### The problem
Search the lines of the records for the word "sizing", and copy every line that has it.

### Data supplied
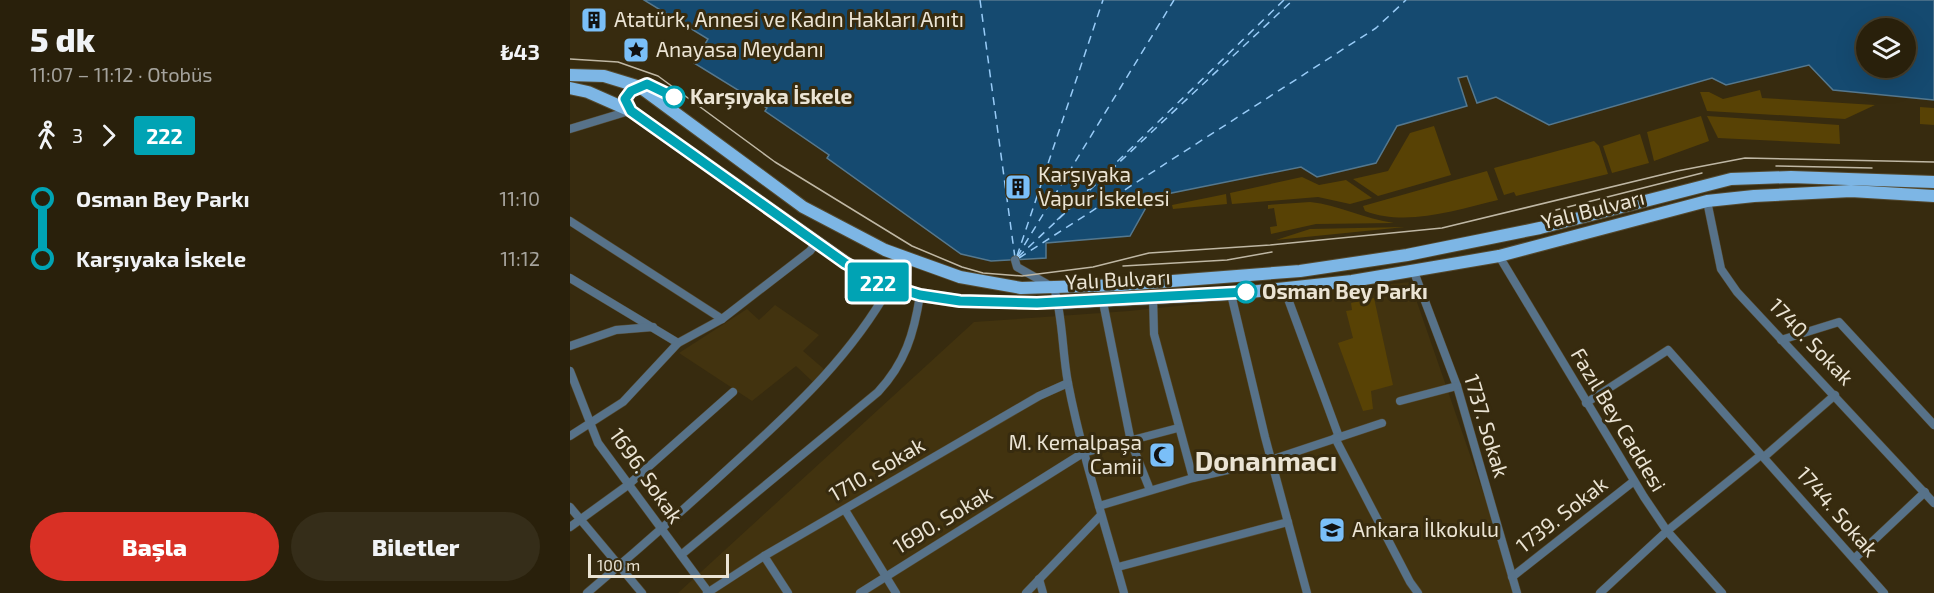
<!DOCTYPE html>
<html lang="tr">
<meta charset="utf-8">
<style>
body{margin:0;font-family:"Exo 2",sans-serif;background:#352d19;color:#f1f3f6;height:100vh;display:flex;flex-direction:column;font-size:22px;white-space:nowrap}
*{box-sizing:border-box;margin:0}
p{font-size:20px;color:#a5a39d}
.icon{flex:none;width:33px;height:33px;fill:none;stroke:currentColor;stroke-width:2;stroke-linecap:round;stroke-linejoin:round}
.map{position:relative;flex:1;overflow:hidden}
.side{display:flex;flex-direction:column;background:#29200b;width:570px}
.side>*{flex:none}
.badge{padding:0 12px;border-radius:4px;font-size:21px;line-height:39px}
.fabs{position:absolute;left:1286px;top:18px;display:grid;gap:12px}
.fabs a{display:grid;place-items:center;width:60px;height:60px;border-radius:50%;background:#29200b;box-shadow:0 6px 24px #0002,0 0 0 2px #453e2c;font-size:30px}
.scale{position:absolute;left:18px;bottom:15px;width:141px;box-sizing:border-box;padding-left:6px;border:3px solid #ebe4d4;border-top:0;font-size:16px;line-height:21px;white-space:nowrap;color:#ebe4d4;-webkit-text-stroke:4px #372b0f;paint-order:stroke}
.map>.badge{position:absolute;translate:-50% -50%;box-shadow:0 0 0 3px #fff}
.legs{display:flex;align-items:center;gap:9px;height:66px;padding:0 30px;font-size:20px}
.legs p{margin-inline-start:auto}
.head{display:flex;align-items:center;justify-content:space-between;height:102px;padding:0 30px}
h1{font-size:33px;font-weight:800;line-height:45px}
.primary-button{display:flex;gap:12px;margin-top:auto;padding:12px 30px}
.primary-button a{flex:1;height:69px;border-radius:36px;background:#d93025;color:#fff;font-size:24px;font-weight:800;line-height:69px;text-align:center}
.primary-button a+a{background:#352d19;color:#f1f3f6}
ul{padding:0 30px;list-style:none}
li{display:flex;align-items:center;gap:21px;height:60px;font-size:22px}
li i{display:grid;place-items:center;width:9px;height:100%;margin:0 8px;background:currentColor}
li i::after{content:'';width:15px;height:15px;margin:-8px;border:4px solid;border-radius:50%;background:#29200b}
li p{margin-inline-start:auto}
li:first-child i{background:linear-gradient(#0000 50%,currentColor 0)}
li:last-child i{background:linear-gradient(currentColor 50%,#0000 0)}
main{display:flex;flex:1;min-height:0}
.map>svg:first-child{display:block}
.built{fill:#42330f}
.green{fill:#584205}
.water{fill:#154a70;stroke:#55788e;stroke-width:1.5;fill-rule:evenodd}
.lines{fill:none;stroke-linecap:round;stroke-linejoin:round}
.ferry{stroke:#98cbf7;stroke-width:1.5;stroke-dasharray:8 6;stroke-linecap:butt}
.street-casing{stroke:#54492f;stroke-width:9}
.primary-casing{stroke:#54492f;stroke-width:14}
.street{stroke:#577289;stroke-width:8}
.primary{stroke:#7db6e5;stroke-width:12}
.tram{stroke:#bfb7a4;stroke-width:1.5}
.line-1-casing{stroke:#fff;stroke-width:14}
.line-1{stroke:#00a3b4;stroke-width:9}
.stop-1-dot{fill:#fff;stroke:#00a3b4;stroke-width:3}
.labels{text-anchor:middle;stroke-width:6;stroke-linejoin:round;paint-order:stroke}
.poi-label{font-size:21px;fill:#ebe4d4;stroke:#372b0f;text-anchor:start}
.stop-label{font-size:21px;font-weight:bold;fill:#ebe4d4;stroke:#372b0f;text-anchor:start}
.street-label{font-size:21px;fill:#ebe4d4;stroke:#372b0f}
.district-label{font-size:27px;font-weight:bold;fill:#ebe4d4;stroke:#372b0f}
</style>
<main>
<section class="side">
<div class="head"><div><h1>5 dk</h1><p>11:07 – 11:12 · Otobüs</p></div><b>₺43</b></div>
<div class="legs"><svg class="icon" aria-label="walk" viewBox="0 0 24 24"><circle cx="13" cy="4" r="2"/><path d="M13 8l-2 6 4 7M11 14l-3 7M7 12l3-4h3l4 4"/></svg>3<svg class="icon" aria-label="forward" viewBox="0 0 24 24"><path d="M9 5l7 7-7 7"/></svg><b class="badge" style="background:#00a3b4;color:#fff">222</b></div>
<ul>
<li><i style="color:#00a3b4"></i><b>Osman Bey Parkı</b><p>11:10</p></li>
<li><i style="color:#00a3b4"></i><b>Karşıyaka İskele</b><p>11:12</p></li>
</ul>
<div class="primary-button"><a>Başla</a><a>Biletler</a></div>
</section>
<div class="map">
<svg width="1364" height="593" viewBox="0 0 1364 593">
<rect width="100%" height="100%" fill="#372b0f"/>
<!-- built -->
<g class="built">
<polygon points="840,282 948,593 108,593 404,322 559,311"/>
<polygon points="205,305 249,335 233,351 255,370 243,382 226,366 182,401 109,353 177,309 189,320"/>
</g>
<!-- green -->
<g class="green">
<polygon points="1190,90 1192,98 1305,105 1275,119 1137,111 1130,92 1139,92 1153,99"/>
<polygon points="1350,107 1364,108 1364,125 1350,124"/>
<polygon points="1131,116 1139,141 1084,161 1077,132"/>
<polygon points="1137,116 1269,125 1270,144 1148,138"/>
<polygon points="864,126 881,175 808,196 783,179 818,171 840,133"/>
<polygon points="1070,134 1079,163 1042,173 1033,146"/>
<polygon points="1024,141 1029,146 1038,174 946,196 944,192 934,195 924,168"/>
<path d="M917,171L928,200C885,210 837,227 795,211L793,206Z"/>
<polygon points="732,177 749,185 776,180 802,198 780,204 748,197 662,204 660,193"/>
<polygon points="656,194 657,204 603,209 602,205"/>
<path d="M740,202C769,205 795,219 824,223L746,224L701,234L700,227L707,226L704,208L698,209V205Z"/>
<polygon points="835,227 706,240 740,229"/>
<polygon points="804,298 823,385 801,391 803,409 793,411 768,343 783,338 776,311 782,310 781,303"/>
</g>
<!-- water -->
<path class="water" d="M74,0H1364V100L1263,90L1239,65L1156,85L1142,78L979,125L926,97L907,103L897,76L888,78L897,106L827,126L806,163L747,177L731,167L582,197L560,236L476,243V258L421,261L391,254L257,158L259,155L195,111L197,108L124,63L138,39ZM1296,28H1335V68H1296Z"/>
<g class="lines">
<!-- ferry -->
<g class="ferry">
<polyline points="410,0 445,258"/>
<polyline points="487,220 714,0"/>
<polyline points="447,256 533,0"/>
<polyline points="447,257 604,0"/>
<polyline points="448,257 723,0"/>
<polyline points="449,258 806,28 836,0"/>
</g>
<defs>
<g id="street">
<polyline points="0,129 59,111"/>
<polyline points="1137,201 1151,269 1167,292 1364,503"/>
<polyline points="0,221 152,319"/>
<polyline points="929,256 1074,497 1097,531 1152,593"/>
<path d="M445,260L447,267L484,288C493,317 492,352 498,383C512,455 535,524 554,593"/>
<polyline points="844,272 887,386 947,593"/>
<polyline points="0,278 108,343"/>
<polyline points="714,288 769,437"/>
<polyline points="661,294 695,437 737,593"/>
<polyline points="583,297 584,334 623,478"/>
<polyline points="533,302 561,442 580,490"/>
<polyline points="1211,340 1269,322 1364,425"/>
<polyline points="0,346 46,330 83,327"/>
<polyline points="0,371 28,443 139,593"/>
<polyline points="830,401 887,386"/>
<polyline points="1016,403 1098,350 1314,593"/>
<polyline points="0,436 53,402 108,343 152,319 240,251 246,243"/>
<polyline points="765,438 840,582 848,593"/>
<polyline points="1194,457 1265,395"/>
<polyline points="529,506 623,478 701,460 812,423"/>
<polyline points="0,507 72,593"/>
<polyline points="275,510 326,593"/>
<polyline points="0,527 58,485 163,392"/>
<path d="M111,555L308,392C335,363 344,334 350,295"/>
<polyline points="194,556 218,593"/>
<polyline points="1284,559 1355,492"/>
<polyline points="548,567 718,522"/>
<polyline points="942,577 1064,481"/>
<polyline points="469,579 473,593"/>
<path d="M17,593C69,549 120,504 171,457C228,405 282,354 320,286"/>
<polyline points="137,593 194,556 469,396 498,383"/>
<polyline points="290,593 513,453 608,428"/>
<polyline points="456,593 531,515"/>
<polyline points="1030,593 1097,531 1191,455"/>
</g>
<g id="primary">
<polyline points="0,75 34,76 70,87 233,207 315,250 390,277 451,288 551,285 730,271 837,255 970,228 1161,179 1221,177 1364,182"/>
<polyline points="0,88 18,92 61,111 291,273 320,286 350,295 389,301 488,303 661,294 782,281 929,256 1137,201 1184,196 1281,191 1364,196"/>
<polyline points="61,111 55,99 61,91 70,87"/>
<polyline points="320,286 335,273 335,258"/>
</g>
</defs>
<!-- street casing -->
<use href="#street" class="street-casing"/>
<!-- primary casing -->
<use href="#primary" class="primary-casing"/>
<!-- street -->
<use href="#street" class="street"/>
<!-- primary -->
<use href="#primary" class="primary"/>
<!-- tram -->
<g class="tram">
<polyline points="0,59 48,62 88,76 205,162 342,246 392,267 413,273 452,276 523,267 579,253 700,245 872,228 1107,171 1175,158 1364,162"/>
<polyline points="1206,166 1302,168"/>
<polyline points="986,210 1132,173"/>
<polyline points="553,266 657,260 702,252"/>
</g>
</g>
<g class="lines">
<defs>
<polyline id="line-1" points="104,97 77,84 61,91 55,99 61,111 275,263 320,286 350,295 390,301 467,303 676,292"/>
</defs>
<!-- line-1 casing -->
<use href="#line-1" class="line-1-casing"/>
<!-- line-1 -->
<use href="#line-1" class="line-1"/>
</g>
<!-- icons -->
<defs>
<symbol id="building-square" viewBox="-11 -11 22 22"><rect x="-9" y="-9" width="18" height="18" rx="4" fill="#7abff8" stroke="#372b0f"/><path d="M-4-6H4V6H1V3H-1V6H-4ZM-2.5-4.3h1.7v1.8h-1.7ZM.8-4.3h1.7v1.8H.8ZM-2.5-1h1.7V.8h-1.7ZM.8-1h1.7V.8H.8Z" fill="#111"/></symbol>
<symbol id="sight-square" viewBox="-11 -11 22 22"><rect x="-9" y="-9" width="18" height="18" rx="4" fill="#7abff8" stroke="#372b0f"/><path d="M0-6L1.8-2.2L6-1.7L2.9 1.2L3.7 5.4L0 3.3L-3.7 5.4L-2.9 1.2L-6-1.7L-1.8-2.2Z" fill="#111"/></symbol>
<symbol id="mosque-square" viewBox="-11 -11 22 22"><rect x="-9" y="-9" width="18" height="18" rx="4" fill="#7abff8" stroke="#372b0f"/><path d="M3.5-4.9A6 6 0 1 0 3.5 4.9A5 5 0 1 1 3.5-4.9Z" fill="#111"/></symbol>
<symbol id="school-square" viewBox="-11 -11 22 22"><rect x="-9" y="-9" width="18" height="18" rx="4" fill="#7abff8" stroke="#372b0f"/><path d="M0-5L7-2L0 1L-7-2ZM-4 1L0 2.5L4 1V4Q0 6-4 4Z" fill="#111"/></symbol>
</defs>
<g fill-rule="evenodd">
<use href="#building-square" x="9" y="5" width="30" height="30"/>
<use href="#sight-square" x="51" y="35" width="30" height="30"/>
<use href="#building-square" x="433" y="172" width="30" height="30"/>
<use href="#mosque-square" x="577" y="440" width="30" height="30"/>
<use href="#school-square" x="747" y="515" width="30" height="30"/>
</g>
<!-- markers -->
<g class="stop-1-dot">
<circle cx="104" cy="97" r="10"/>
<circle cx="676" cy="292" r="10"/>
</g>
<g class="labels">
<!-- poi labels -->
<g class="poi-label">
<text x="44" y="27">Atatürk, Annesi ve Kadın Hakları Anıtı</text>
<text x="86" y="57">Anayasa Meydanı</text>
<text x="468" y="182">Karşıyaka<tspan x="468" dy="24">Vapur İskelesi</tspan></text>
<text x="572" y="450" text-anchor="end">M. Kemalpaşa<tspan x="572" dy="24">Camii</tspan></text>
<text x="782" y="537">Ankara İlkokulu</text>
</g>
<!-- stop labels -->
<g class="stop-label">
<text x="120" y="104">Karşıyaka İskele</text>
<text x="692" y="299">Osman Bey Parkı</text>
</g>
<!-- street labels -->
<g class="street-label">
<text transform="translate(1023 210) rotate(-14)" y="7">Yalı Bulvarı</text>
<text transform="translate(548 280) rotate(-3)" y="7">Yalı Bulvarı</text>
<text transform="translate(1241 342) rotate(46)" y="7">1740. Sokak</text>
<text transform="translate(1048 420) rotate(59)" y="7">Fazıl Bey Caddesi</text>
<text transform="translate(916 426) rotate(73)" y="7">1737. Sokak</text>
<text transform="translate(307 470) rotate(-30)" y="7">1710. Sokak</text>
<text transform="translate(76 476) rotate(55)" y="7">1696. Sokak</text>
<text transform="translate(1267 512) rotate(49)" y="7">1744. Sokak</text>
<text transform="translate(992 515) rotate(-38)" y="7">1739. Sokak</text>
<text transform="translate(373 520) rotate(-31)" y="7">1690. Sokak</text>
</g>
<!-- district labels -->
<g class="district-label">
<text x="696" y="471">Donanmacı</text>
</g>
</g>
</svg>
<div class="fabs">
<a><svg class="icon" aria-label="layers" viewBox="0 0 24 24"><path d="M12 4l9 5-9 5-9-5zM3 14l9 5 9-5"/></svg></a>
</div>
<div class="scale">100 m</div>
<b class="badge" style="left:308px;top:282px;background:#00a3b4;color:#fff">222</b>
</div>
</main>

### Output
*{box-sizing:border-box;margin:0}
.scale{position:absolute;left:18px;bottom:15px;width:141px;box-sizing:border-box;padding-left:6px;border:3px solid #ebe4d4;border-top:0;font-size:16px;line-height:21px;white-space:nowrap;color:#ebe4d4;-webkit-text-stroke:4px #372b0f;paint-order:stroke}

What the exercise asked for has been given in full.